> **What to do**
Produce one exact copy of the records, no pictures.

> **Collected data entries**
□ □ □ □ □

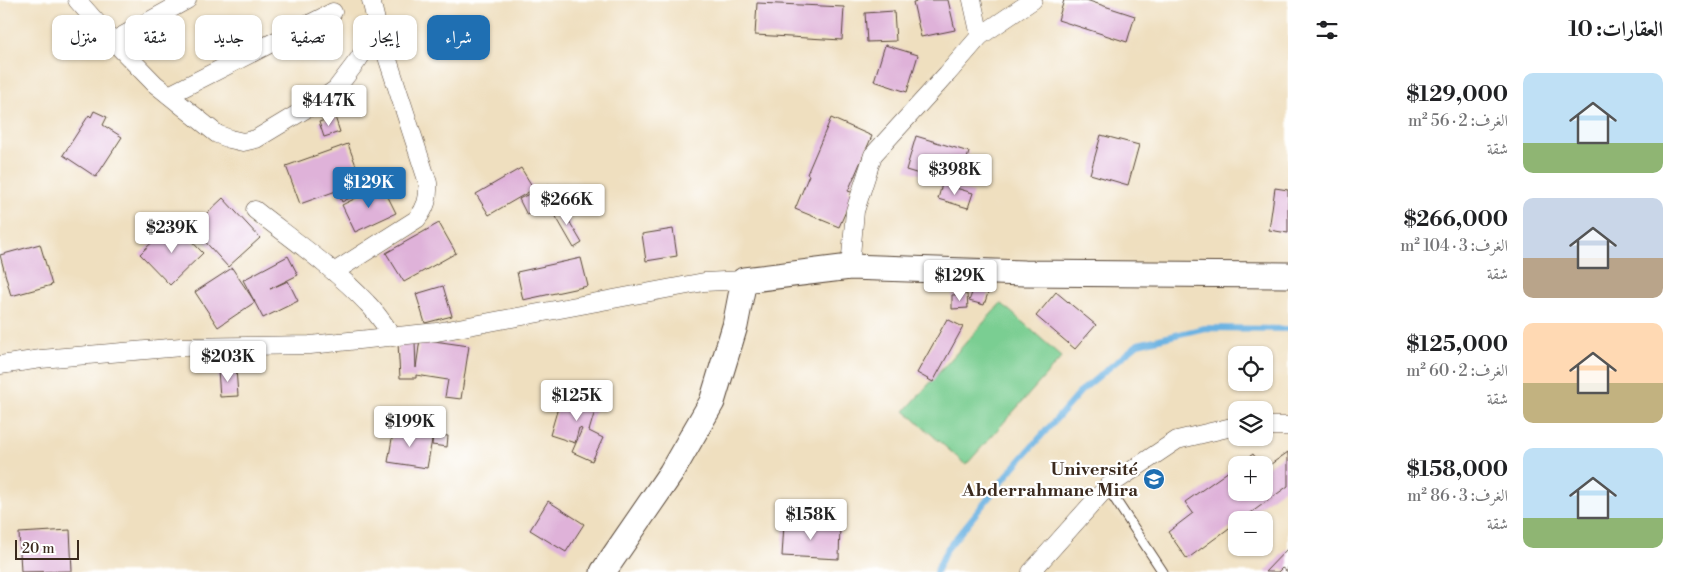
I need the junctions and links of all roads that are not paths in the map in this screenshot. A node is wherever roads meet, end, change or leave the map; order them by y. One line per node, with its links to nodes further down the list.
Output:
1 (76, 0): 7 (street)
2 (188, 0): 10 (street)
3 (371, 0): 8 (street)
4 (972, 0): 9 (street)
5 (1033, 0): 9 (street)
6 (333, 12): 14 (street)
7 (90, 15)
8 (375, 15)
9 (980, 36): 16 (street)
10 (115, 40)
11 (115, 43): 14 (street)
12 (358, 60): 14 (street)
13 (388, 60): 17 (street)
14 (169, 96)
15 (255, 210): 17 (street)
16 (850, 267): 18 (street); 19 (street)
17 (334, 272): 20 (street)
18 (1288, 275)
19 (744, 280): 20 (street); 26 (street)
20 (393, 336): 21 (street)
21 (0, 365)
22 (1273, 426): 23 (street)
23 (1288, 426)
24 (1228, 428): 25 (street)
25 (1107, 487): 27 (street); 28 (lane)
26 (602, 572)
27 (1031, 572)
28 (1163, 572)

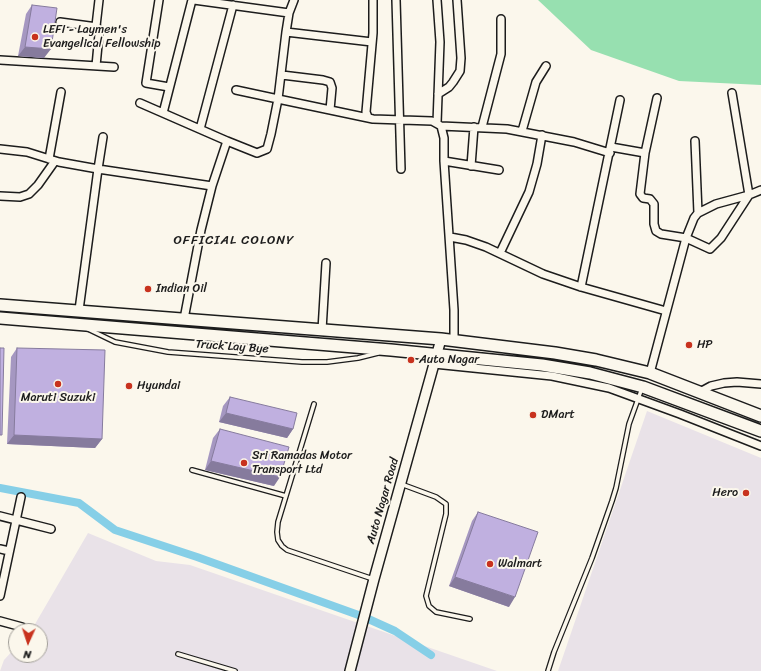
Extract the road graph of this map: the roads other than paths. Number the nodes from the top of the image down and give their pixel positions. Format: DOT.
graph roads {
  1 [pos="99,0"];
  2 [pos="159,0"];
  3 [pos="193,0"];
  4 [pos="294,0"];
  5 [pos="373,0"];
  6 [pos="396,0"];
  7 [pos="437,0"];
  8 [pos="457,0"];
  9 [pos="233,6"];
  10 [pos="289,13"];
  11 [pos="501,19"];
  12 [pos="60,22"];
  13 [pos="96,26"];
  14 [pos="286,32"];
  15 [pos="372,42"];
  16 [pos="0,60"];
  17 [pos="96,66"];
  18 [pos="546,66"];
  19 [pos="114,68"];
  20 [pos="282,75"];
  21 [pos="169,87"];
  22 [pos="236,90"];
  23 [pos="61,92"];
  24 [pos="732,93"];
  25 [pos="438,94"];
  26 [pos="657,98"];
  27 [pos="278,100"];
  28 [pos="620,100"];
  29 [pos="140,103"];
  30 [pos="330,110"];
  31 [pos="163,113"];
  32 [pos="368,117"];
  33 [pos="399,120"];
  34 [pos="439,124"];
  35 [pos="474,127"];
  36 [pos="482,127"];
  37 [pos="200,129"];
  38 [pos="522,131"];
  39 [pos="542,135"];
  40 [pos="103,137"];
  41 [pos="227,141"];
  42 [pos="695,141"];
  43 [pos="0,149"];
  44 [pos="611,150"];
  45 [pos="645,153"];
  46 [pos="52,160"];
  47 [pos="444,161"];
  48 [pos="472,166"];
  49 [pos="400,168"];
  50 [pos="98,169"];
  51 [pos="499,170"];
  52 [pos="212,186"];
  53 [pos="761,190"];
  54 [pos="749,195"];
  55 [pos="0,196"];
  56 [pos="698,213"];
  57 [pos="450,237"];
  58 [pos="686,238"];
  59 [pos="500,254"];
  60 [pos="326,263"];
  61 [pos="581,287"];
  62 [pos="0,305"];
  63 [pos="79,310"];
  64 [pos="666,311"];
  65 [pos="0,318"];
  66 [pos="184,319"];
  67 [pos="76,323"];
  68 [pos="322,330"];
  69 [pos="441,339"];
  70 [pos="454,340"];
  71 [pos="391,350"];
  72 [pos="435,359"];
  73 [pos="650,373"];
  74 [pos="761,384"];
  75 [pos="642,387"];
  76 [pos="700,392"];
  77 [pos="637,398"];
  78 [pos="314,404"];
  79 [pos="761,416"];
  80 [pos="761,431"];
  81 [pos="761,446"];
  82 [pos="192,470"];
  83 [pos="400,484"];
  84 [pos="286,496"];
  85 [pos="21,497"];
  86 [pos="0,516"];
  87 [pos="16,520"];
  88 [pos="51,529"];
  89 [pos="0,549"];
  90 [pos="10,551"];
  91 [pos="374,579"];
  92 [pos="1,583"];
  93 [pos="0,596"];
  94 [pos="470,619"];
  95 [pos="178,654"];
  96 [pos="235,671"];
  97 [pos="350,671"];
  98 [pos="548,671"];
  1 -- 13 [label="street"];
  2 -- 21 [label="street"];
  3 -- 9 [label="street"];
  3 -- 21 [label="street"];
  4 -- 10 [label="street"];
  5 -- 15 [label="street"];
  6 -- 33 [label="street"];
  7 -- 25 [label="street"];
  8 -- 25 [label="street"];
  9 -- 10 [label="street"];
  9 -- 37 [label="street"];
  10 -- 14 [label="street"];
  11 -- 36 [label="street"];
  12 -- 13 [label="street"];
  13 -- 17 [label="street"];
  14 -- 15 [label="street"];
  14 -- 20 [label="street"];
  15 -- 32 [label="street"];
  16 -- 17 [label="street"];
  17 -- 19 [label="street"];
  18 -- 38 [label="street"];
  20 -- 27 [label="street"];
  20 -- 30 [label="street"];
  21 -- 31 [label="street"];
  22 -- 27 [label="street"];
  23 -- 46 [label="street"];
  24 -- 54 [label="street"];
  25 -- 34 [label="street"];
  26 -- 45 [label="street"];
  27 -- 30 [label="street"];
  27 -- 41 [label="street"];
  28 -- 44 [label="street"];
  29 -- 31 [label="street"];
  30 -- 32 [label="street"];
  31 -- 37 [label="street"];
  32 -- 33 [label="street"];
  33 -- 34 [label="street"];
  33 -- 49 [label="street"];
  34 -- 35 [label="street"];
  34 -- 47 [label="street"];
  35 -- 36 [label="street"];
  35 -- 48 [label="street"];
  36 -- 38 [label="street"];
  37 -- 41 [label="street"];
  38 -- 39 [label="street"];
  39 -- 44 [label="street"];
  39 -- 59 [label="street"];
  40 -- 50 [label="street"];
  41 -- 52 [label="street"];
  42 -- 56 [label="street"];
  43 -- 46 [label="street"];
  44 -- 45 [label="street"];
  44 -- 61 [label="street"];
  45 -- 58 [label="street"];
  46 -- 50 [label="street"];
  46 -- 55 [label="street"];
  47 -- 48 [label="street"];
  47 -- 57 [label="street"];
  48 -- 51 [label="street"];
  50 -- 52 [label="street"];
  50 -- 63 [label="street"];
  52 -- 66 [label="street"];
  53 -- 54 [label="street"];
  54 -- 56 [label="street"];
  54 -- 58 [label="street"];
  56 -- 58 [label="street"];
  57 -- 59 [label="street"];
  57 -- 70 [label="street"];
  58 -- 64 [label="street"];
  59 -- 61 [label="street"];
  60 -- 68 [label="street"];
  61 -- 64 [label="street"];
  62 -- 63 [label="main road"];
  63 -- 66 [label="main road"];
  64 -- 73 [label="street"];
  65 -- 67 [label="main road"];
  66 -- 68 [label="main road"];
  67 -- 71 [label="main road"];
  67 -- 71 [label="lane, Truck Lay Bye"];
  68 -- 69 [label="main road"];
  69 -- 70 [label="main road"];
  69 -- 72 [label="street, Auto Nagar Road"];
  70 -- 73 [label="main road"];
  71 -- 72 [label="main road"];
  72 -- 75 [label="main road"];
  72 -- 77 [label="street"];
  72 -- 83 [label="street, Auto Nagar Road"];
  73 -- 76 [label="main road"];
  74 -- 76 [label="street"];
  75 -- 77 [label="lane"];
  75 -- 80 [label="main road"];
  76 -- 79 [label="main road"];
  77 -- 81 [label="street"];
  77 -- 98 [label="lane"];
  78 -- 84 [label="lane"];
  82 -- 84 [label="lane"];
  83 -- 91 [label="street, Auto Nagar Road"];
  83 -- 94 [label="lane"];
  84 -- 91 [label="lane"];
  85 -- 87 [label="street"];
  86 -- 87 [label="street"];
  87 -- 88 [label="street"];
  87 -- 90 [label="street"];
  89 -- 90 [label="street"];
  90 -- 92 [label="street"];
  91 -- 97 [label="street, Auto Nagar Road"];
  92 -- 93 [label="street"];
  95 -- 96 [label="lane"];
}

□ □ □ □ □

> **Answer box**
I need the junctions and links of all roads that are not paths in the map in this screenshot. A node is wherever roads meet, end, change or leave the map; order them by y. One line per node, with its links to nodes further down the list.
Output:
1 (76, 0): 7 (street)
2 (188, 0): 10 (street)
3 (371, 0): 8 (street)
4 (972, 0): 9 (street)
5 (1033, 0): 9 (street)
6 (333, 12): 14 (street)
7 (90, 15)
8 (375, 15)
9 (980, 36): 16 (street)
10 (115, 40)
11 (115, 43): 14 (street)
12 (358, 60): 14 (street)
13 (388, 60): 17 (street)
14 (169, 96)
15 (255, 210): 17 (street)
16 (850, 267): 18 (street); 19 (street)
17 (334, 272): 20 (street)
18 (1288, 275)
19 (744, 280): 20 (street); 26 (street)
20 (393, 336): 21 (street)
21 (0, 365)
22 (1273, 426): 23 (street)
23 (1288, 426)
24 (1228, 428): 25 (street)
25 (1107, 487): 27 (street); 28 (lane)
26 (602, 572)
27 (1031, 572)
28 (1163, 572)

Extract the road graph of this map: the roads other than paths. Number the nodes from the top of the image down and give their pixel positions. Format: DOT.
graph roads {
  1 [pos="99,0"];
  2 [pos="159,0"];
  3 [pos="193,0"];
  4 [pos="294,0"];
  5 [pos="373,0"];
  6 [pos="396,0"];
  7 [pos="437,0"];
  8 [pos="457,0"];
  9 [pos="233,6"];
  10 [pos="289,13"];
  11 [pos="501,19"];
  12 [pos="60,22"];
  13 [pos="96,26"];
  14 [pos="286,32"];
  15 [pos="372,42"];
  16 [pos="0,60"];
  17 [pos="96,66"];
  18 [pos="546,66"];
  19 [pos="114,68"];
  20 [pos="282,75"];
  21 [pos="169,87"];
  22 [pos="236,90"];
  23 [pos="61,92"];
  24 [pos="732,93"];
  25 [pos="438,94"];
  26 [pos="657,98"];
  27 [pos="278,100"];
  28 [pos="620,100"];
  29 [pos="140,103"];
  30 [pos="330,110"];
  31 [pos="163,113"];
  32 [pos="368,117"];
  33 [pos="399,120"];
  34 [pos="439,124"];
  35 [pos="474,127"];
  36 [pos="482,127"];
  37 [pos="200,129"];
  38 [pos="522,131"];
  39 [pos="542,135"];
  40 [pos="103,137"];
  41 [pos="227,141"];
  42 [pos="695,141"];
  43 [pos="0,149"];
  44 [pos="611,150"];
  45 [pos="645,153"];
  46 [pos="52,160"];
  47 [pos="444,161"];
  48 [pos="472,166"];
  49 [pos="400,168"];
  50 [pos="98,169"];
  51 [pos="499,170"];
  52 [pos="212,186"];
  53 [pos="761,190"];
  54 [pos="749,195"];
  55 [pos="0,196"];
  56 [pos="698,213"];
  57 [pos="450,237"];
  58 [pos="686,238"];
  59 [pos="500,254"];
  60 [pos="326,263"];
  61 [pos="581,287"];
  62 [pos="0,305"];
  63 [pos="79,310"];
  64 [pos="666,311"];
  65 [pos="0,318"];
  66 [pos="184,319"];
  67 [pos="76,323"];
  68 [pos="322,330"];
  69 [pos="441,339"];
  70 [pos="454,340"];
  71 [pos="391,350"];
  72 [pos="435,359"];
  73 [pos="650,373"];
  74 [pos="761,384"];
  75 [pos="642,387"];
  76 [pos="700,392"];
  77 [pos="637,398"];
  78 [pos="314,404"];
  79 [pos="761,416"];
  80 [pos="761,431"];
  81 [pos="761,446"];
  82 [pos="192,470"];
  83 [pos="400,484"];
  84 [pos="286,496"];
  85 [pos="21,497"];
  86 [pos="0,516"];
  87 [pos="16,520"];
  88 [pos="51,529"];
  89 [pos="0,549"];
  90 [pos="10,551"];
  91 [pos="374,579"];
  92 [pos="1,583"];
  93 [pos="0,596"];
  94 [pos="470,619"];
  95 [pos="178,654"];
  96 [pos="235,671"];
  97 [pos="350,671"];
  98 [pos="548,671"];
  1 -- 13 [label="street"];
  2 -- 21 [label="street"];
  3 -- 9 [label="street"];
  3 -- 21 [label="street"];
  4 -- 10 [label="street"];
  5 -- 15 [label="street"];
  6 -- 33 [label="street"];
  7 -- 25 [label="street"];
  8 -- 25 [label="street"];
  9 -- 10 [label="street"];
  9 -- 37 [label="street"];
  10 -- 14 [label="street"];
  11 -- 36 [label="street"];
  12 -- 13 [label="street"];
  13 -- 17 [label="street"];
  14 -- 15 [label="street"];
  14 -- 20 [label="street"];
  15 -- 32 [label="street"];
  16 -- 17 [label="street"];
  17 -- 19 [label="street"];
  18 -- 38 [label="street"];
  20 -- 27 [label="street"];
  20 -- 30 [label="street"];
  21 -- 31 [label="street"];
  22 -- 27 [label="street"];
  23 -- 46 [label="street"];
  24 -- 54 [label="street"];
  25 -- 34 [label="street"];
  26 -- 45 [label="street"];
  27 -- 30 [label="street"];
  27 -- 41 [label="street"];
  28 -- 44 [label="street"];
  29 -- 31 [label="street"];
  30 -- 32 [label="street"];
  31 -- 37 [label="street"];
  32 -- 33 [label="street"];
  33 -- 34 [label="street"];
  33 -- 49 [label="street"];
  34 -- 35 [label="street"];
  34 -- 47 [label="street"];
  35 -- 36 [label="street"];
  35 -- 48 [label="street"];
  36 -- 38 [label="street"];
  37 -- 41 [label="street"];
  38 -- 39 [label="street"];
  39 -- 44 [label="street"];
  39 -- 59 [label="street"];
  40 -- 50 [label="street"];
  41 -- 52 [label="street"];
  42 -- 56 [label="street"];
  43 -- 46 [label="street"];
  44 -- 45 [label="street"];
  44 -- 61 [label="street"];
  45 -- 58 [label="street"];
  46 -- 50 [label="street"];
  46 -- 55 [label="street"];
  47 -- 48 [label="street"];
  47 -- 57 [label="street"];
  48 -- 51 [label="street"];
  50 -- 52 [label="street"];
  50 -- 63 [label="street"];
  52 -- 66 [label="street"];
  53 -- 54 [label="street"];
  54 -- 56 [label="street"];
  54 -- 58 [label="street"];
  56 -- 58 [label="street"];
  57 -- 59 [label="street"];
  57 -- 70 [label="street"];
  58 -- 64 [label="street"];
  59 -- 61 [label="street"];
  60 -- 68 [label="street"];
  61 -- 64 [label="street"];
  62 -- 63 [label="main road"];
  63 -- 66 [label="main road"];
  64 -- 73 [label="street"];
  65 -- 67 [label="main road"];
  66 -- 68 [label="main road"];
  67 -- 71 [label="main road"];
  67 -- 71 [label="lane, Truck Lay Bye"];
  68 -- 69 [label="main road"];
  69 -- 70 [label="main road"];
  69 -- 72 [label="street, Auto Nagar Road"];
  70 -- 73 [label="main road"];
  71 -- 72 [label="main road"];
  72 -- 75 [label="main road"];
  72 -- 77 [label="street"];
  72 -- 83 [label="street, Auto Nagar Road"];
  73 -- 76 [label="main road"];
  74 -- 76 [label="street"];
  75 -- 77 [label="lane"];
  75 -- 80 [label="main road"];
  76 -- 79 [label="main road"];
  77 -- 81 [label="street"];
  77 -- 98 [label="lane"];
  78 -- 84 [label="lane"];
  82 -- 84 [label="lane"];
  83 -- 91 [label="street, Auto Nagar Road"];
  83 -- 94 [label="lane"];
  84 -- 91 [label="lane"];
  85 -- 87 [label="street"];
  86 -- 87 [label="street"];
  87 -- 88 [label="street"];
  87 -- 90 [label="street"];
  89 -- 90 [label="street"];
  90 -- 92 [label="street"];
  91 -- 97 [label="street, Auto Nagar Road"];
  92 -- 93 [label="street"];
  95 -- 96 [label="lane"];
}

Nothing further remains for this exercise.